That I should even have to say this is a mark of the hideous paranoia our society has created around the subject. I say this as someone who was a music teacher and who was gobsmacked to be told that I wasn't allowed to touch the kids. Now, I don't mean "touch in an inappropriate way", I mean, move a kid's finger or hand so that it's in the correct position on the instrument. It is unbelievably frustrating to tell a child, again and again, to move one particular finger when simply reaching out and putting it in the correct position is far easier and quicker. I study t'ai chi and my teacher constantly physically adjusts the limbs and posture of people in his class, and we're all cool with that because he knows what he's doing... anyway, enough of all that.
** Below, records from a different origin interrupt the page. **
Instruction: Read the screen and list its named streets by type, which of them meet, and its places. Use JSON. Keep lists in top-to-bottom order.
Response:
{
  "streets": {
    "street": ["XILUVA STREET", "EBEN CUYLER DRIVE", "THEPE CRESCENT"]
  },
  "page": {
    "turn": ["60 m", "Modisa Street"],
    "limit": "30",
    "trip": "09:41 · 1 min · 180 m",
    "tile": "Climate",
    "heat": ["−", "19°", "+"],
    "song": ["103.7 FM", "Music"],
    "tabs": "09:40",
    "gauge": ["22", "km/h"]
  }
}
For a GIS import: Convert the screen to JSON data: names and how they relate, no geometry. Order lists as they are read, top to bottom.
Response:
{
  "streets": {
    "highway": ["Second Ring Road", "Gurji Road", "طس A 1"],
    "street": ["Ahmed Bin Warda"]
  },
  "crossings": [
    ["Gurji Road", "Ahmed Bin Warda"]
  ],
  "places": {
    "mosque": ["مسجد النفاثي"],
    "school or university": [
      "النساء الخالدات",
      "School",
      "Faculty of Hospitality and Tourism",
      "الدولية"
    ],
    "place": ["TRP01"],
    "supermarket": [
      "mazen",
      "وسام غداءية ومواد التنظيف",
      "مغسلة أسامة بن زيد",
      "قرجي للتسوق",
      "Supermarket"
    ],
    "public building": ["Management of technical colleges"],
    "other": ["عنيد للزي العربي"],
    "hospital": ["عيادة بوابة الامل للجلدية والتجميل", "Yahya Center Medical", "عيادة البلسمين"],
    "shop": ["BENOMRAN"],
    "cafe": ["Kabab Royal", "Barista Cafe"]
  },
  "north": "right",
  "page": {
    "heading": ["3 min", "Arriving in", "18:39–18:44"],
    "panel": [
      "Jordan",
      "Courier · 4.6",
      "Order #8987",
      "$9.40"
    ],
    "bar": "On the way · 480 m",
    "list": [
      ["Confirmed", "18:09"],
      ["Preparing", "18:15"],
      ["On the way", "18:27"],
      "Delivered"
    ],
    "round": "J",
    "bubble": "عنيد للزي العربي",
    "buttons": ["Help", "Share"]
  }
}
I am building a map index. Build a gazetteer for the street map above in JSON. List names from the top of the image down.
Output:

This is a difficult subject because it involves legal definitions, biological functions and social mores. Put simply, I agree with previous posters who feel that it's about dominance and control, and is therefore a perversion of natural sexual impulses.

However, I also think that the whole question of sex in our society is perverted. Guilt surrounds it, and lately there's a weird sexualisation of our culture that reaches down to little kids. I also rather like a description of an idyllic island community I read in Margaret Mead years ago, where there are few taboos surrounding sex and small children are free to experiment together. However, there is still within that society a strict taboo regarding sexual relations between children and adults.

Point of information - for people who say children aren't ready for sex before 16 (or whichever legal age of consent applies in your country) - an ex of mine told me she started menstruating (and had small but distinct breasts) at 9.

Legally it's a tricky thing. People mature at different ages. A law that sets the age of consent at 14, for example, will probably be too low for most people... and at 16 (the UK's current AOC) there are probably many people who feel it's too high and don't want to wait. If there were some way of lowering the age of consent but simultaneously preventing older people from being predatory, I think I might support it.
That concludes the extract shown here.